Images with localized body landmarks:
........

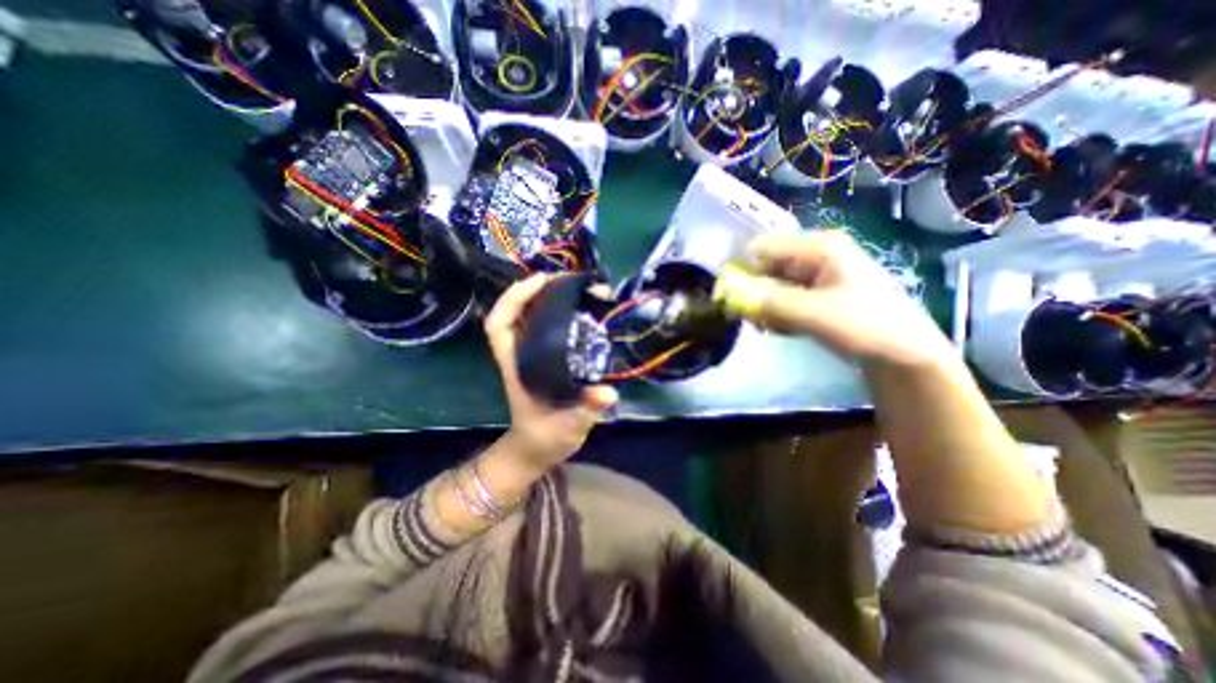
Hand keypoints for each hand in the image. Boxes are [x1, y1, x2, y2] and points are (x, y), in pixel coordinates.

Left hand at [485, 273, 617, 468]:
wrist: (537, 449)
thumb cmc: (546, 437)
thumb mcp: (568, 426)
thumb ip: (586, 410)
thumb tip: (607, 392)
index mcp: (516, 366)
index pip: (500, 325)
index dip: (514, 298)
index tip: (540, 281)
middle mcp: (521, 354)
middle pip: (516, 312)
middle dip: (536, 289)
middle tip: (568, 278)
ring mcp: (531, 355)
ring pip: (530, 316)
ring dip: (548, 297)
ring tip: (576, 286)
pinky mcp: (544, 358)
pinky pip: (546, 327)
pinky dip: (558, 312)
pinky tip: (579, 308)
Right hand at [731, 231, 958, 370]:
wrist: (903, 355)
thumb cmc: (865, 326)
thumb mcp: (815, 313)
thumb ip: (771, 302)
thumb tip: (730, 295)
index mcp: (818, 247)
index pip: (763, 248)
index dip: (741, 269)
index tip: (727, 296)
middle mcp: (813, 255)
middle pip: (765, 267)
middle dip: (752, 292)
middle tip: (748, 317)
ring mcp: (814, 275)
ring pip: (771, 285)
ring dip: (763, 306)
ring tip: (768, 326)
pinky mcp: (814, 294)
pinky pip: (781, 298)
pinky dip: (774, 313)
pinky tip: (780, 328)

........

_Exercise aim_
Return all lines from the data above with "hand" in them.

_Final answer_
Hand keypoints for each hand in the image. Boxes are [x1, y1, x2, y2] and points are (x, y), in pixel coordinates.
Left hand at [485, 273, 617, 468]:
Right hand at [731, 231, 958, 370]:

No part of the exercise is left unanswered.